# After 30 Minutes: What You Now Know and Where to Go Next

> A closing map of what a reader should understand after this wiki — the full build→ask→propose→validate→sandbox→promote flow, the safety boundaries (no code authoring, no shell, no external I/O), and the key limitations to keep in mind (fallback scaffold, keyword-only retrieval, no multi-step planning, no UI). Suggests concrete next experiments: run demo.py, inspect graph.db with sqlite3, try a goal that triggers the FALLBACK branch, or add a new regex to extract.py and re-run the harness to verify the sha changes.

- Repository: yoheinakajima/activegraph-selfgraph
- GitHub: https://github.com/yoheinakajima/activegraph-selfgraph
- Human wiki: https://grok-wiki.com/public/wiki/yoheinakajima-activegraph-selfgraph-41747ef30393
- Complete Markdown: https://grok-wiki.com/public/wiki/yoheinakajima-activegraph-selfgraph-41747ef30393/llms-full.txt

## Source Files

- `README.md`
- `selfgraph/cli.py`
- `harness/reproduce.sh`
- `REPRODUCE.md`

---

<details>
<summary>Relevant source files</summary>
The following files were used as context for generating this wiki page:

- [README.md](README.md)
- [selfgraph/cli.py](selfgraph/cli.py)
- [selfgraph/propose.py](selfgraph/propose.py)
- [selfgraph/guardrails.py](selfgraph/guardrails.py)
- [selfgraph/sandbox.py](selfgraph/sandbox.py)
- [selfgraph/extract.py](selfgraph/extract.py)
- [harness/reproduce.sh](harness/reproduce.sh)
- [REPRODUCE.md](REPRODUCE.md)
</details>

# After 30 Minutes: What You Now Know and Where to Go Next

This page is a closing map for anyone who has just worked through the selfgraph wiki. It consolidates the full pipeline into one mental model, names every safety boundary the agent enforces by construction, calls out the known limitations you need to hold in your head before extending anything, and gives you a handful of concrete next moves you can run from the terminal right now.

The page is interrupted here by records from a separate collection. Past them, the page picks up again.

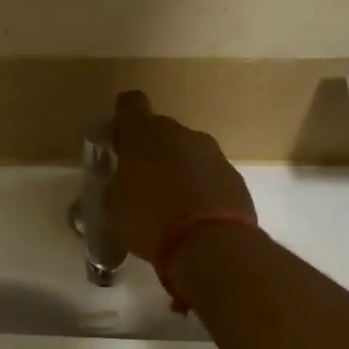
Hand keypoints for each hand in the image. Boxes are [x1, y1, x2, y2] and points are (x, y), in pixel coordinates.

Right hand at [107, 91, 255, 260]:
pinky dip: (200, 189)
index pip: (130, 104)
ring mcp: (212, 153)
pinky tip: (194, 217)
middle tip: (141, 182)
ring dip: (178, 170)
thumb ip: (117, 185)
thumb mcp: (114, 206)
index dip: (123, 118)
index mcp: (144, 134)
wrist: (211, 244)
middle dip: (151, 151)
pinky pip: (209, 175)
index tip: (119, 139)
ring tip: (170, 205)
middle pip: (161, 131)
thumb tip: (122, 182)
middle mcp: (180, 134)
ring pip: (188, 153)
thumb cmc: (149, 219)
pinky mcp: (234, 176)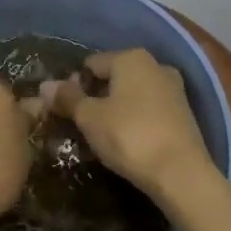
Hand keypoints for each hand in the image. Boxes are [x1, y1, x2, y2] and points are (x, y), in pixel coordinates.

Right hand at [29, 49, 217, 205]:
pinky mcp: (184, 113)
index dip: (74, 85)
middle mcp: (155, 65)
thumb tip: (46, 85)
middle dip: (96, 97)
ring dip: (116, 110)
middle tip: (81, 125)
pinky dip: (135, 120)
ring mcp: (173, 89)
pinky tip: (128, 142)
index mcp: (131, 58)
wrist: (181, 173)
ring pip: (132, 94)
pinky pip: (149, 109)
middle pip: (114, 77)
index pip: (91, 64)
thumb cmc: (129, 136)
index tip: (66, 111)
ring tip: (102, 137)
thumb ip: (68, 98)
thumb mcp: (90, 118)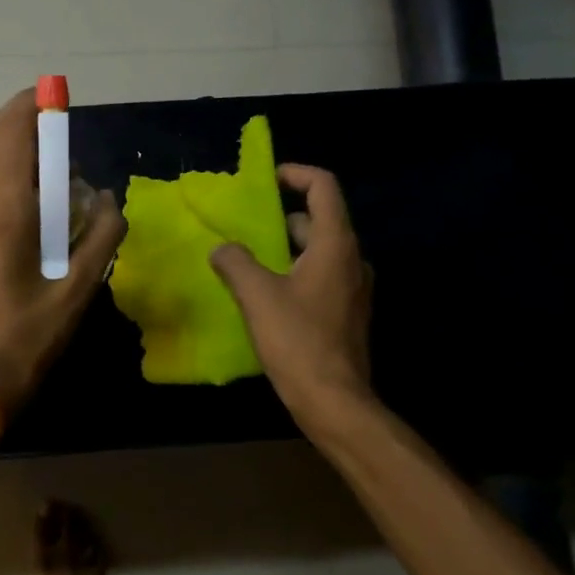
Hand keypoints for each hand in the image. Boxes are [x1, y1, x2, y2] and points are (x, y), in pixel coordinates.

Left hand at [0, 89, 126, 415]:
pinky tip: (32, 197)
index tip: (57, 96)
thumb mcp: (81, 286)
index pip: (13, 135)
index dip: (34, 108)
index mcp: (3, 210)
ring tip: (52, 163)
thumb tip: (107, 196)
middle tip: (58, 124)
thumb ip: (104, 233)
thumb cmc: (31, 334)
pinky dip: (4, 173)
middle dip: (23, 121)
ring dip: (14, 149)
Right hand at [209, 164, 373, 430]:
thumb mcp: (256, 296)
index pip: (324, 188)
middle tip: (245, 227)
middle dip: (281, 217)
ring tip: (248, 260)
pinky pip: (319, 277)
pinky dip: (294, 273)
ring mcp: (352, 289)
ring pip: (317, 252)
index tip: (268, 179)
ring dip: (285, 249)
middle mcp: (351, 260)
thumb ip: (235, 262)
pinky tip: (266, 294)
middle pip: (318, 221)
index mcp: (334, 245)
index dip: (297, 174)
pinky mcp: (346, 313)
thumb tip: (222, 248)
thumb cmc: (297, 340)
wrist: (334, 400)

After reading this you should be able to explain the system to a colleague in under five minutes, predict whether a proposed patch will be accepted or rejected by the guardrails, know exactly which parts of the design are a deliberate sketch rather than a hardened guarantee, and have a clear path into hands-on experimentation.

---

## The Complete Pipeline in One View

The six commands map directly to six phases of a single cycle. Every phase is implemented in a distinct module; none of them calls an LLM (unless `ANTHROPIC_API_KEY` is set, in which case only `extract.py` is affected — and only additively).

```text
┌─────────────────────────────────────────────────────────┐
│  Phase        Command / entry point       Module         │
├─────────────────────────────────────────────────────────┤
│  BUILD        python -m selfgraph build   ingest.py      │
│               (walk repo + introspect     extract.py     │
│                activegraph module)                       │
├─────────────────────────────────────────────────────────┤
│  ASK          python -m selfgraph ask     query.py       │
│               (keyword retrieval from                    │
│                graph nodes)                              │
├─────────────────────────────────────────────────────────┤
│  PROPOSE      python -m selfgraph propose propose.py     │
│               (compose PatchProposal                     │
│                from extracted nodes)                     │
├─────────────────────────────────────────────────────────┤
│  VALIDATE     (runs inside propose/       guardrails.py  │
│                promote automatically)                    │
├─────────────────────────────────────────────────────────┤
│  SANDBOX      (runs inside propose        sandbox.py     │
│                automatically; promote                    │
│                runs it again)                            │
├─────────────────────────────────────────────────────────┤
│  PROMOTE      python -m selfgraph promote cli.py         │
│               (re-validates + applies     sandbox.py     │
│                to live graph)                            │
└─────────────────────────────────────────────────────────┘
            state persists to .selfgraph/graph.db
```

### BUILD → EXTRACT

`cmd_build` calls `ingest_paths` (walks every `.py` and `.md` file in the repo) and `ingest_module_docs` (introspects the `activegraph` package as a synthetic `module://…` corpus), then immediately calls `extract_capabilities`. The result is a set of graph nodes — `Capability`, `API`, `Behavior`, `EventType`, `ObjectType`, `Constraint`, `AuthorityRule` — stored via the SQLite event log at `.selfgraph/graph.db`.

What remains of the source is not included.